Il parcheggio non è un diritto umano

Foto M. B. Style

Alzi la mano chi non ha mai ascoltato (o pronunciato di persona) la frase «vogliono impedirmi di andare a casa mia», quando in realtà il divieto riguardava semplicemente la sosta dei veicoli in un certo tratto di strada. Il fatto è, che per un lunghissimo periodo di tempo, calcolabile ormai su parecchie generazioni, consuetudini e leggi che da esse derivano tendono a considerare gli spazi urbani, e non solo urbani ovviamente, fruiti da esseri umani, come inscindibili da quella loro rinunciabile protesi che è il veicolo individuale. Nessuno qui, ovviamente, si sogna neppure di iniziare ragionamenti sul tessuto urbano tradizionale pre-veicolare, quello per intenderci che fu oggetto degli sventramenti ottocenteschi, e che oggi rimane testimoniale nei classici centro storici medievali, o (caso pressoché unico e per motivi particolarissimi) a Venezia. Proviamo invece, a riflettere accettando una ragionevole e anche capillare accessibilità meccanica di massa, ma senza per questo assumerne i caratteri, davvero patologici, secondo cui ad ogni singolo veicolo teoricamente pertinente uno spazio o funzione, debbano corrispondere superfici attrezzate fisse atte ad accoglierlo. Il territorio è una risorsa scarsa e non riproducibile, troppo vitale e preziosa per essere buttata nella pattumiera di un luogo comune tanto sciocco e meccanico.

La vulgata dello standard

Esistono dei criteri apparentemente scientifici di calcolo, che permettono di stabilire quanta, di questa preziosa risorsa-territorio, sia da sacrificare alla sacra categoria dell’accessibilità automobilistica (ovvero, meglio, di esseri umani trasportati su automobili).
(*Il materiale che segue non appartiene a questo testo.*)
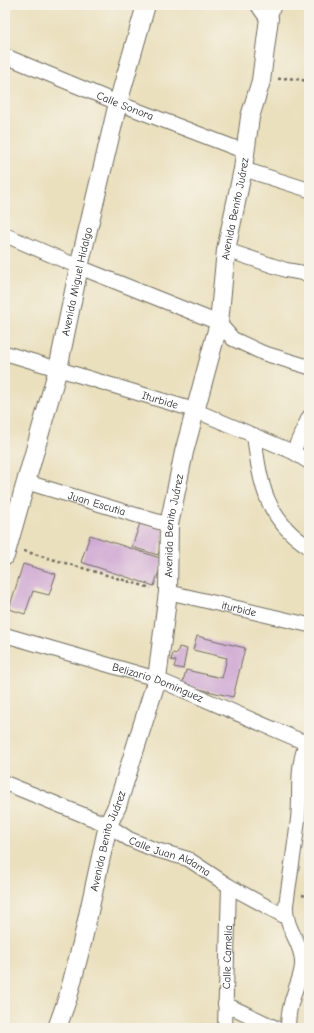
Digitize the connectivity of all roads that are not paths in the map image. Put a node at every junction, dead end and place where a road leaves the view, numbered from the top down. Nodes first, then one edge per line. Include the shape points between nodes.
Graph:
1 (146, 5) edge
2 (268, 9) edge
3 (5, 56) edge
4 (118, 103) junction
5 (245, 161) junction
6 (309, 190) edge
7 (5, 235) edge
8 (226, 250) junction
9 (79, 267) junction
10 (309, 274) edge
11 (219, 323) junction
12 (5, 353) edge
13 (309, 367) edge
14 (58, 370) junction
15 (194, 410) junction
16 (309, 417) edge
17 (254, 435) junction
18 (293, 452) junction
19 (309, 462) edge
20 (26, 482) junction
21 (169, 525) junction
22 (309, 547) edge
23 (6, 551) edge
24 (168, 592) junction
25 (309, 625) edge
26 (5, 635) edge
27 (157, 679) junction
28 (307, 740) edge
29 (5, 783) edge
30 (108, 825) junction
31 (229, 886) junction
32 (286, 917) junction
33 (225, 1004) junction
34 (57, 1028) edge
35 (225, 1028) edge
36 (276, 1028) edge
37 (288, 1028) edge

1 - 4 street, Avenida Miguel Hidalgo
2 - 5 street, Avenida Benito Juárez via 261,81 250,117
3 - 4 street, Calle Sonora
4 - 5 street, Calle Sonora
4 - 9 street, Avenida Miguel Hidalgo
5 - 6 street, Calle Sonora
5 - 8 street, Avenida Benito Juárez
7 - 9 street
8 - 10 street via 278,268
8 - 11 street, Avenida Benito Juárez
9 - 11 street
9 - 14 street, Avenida Miguel Hidalgo
11 - 13 street via 234,339 264,353
11 - 15 street, Avenida Benito Juárez
12 - 14 street, Iturbide
14 - 15 street, Iturbide
14 - 20 street, Avenida Miguel Hidalgo
15 - 17 street, Iturbide
15 - 21 street, Avenida Benito Juárez
16 - 18 street
17 - 18 street, Iturbide
17 - 22 street via 259,475 268,504 294,536
18 - 19 street, Iturbide
20 - 21 street, Juan Escutia
20 - 23 street, Avenida Miguel Hidalgo
21 - 24 street, Avenida Benito Juárez
24 - 25 street, iturbide
24 - 27 street, Avenida Benito Juárez
26 - 27 street, Belizario Dominguez
27 - 28 street, Belizario Dominguez
27 - 30 street, Avenida Benito Juárez via 117,806
28 - 32 street via 298,784 298,818
29 - 30 street, Calle Juan Aldama
30 - 31 street, Calle Juan Aldama via 129,839 188,859
30 - 34 street, Avenida Benito Juárez via 82,943
31 - 32 street, Calle Juan Aldama
31 - 33 street, Calle Camelia
32 - 37 street via 300,949 302,961 288,1017
33 - 35 street, Calle Camelia
33 - 36 street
Ma, secondo moltissimi osservatori critici, si tratta di criteri che di fatto mettono più al centro il mezzo meccanico che non la sua funzione di trasportare efficientemente persone, e quasi sempre non corrispondono neppure a un verificato bisogno reale, come dimostrano se necessario quelle grandi superfici a parcheggio costantemente vuote, ma realizzate con forti impatti ambientali a partire da quei criteri «scientifici». Ci sono poi esigenze diverse di accessibilità, e relativa discrezionalità nei calcoli delle unità a parcheggio corrispondenti: dalle superfici sui lati delle strade a quelle dei piazzali nelle zone residenziali e miste, ai piazzali e silos per le funzioni produttive, terziarie, commerciali, e infine quel genere particolarissimo di sosta delle auto rappresentato dai poli di interscambio, ovvero là dove si parcheggia per salire su un mezzo pubblico. In questi ultimi casi in particolare, le superfici rappresentano anche un bene economico prezioso (per farci eventualmente altre cose), e le decisioni relative non dovrebbero dipendere da una applicazione meccanica di criteri che, oggi, paiono sempre più discutibili. Per ogni passeggero del mezzo si tratterebbe di calcolare una quota di spazi di sosta, ma: quanti? Troppo pochi sarebbero forse disincentivanti, ma troppi penalizzerebbero la qualità urbana.

Criteri

Di particolare interesse, i risultati di un recente studio comparato sull’effettivo sfruttamento dei parcheggi in cinque complessi di interscambio americani del tipo TOD-Transit Oriented Development, ovvero dove alla pura classica stazione con strutture di sosta (dove per esempio convergono gli automobilisti suburbani dai quartieri entro un certo raggio per usare le linee dirette verso i posti di lavoro), si aggiunge un esperimento di polo urbano a densità variabili, comprendente residenze, e/o commercio, servizi, attività economiche di solito terziarie, combinati a seconda del contesto e dell’estro degli imprenditori innovativi e delle amministrazioni locali che hanno accettato quella sfida. Trattandosi appunto di progetti innovativi anche nel rapporto fra insediamento e mobilità, i criteri di calcolo delle superfici a parcheggio necessarie sono stati ripensati, rispetto a quelli meccanici in uso nella quasi generalità dei casi, con taglia notevoli rispetto alle «linee guida tipo» usate di solito e recepite dalle norme municipali. Ed è davvero impressionante confrontare poi nelle tabelle su tre colonne di ciascuno di questi TOD, le quote di parcheggi (ergo di territorio sottratto per l’eternità alla natura, o temporaneamente a più intelligenti funzioni urbane) di queste linee guida, quelle effettivamente adottate, e quelle davvero sfruttate dagli automobilisti locali. Mediamente, sotto la metà. Con buona pace di chi ha nei confronti dello standard una specie di venerazione religiosa, per il solo fatto di essere norma sancita e vincolante. Magari un po’ di pensiero, a volte, non guasta.

Riferimenti
Smart Growth America, University of Utah, Department of City and Metropolitan Planning, Empty Spaces – Real parking needs at five TODs, gennaio 2017 (studio liberamente scaricabile registrandosi con l’email)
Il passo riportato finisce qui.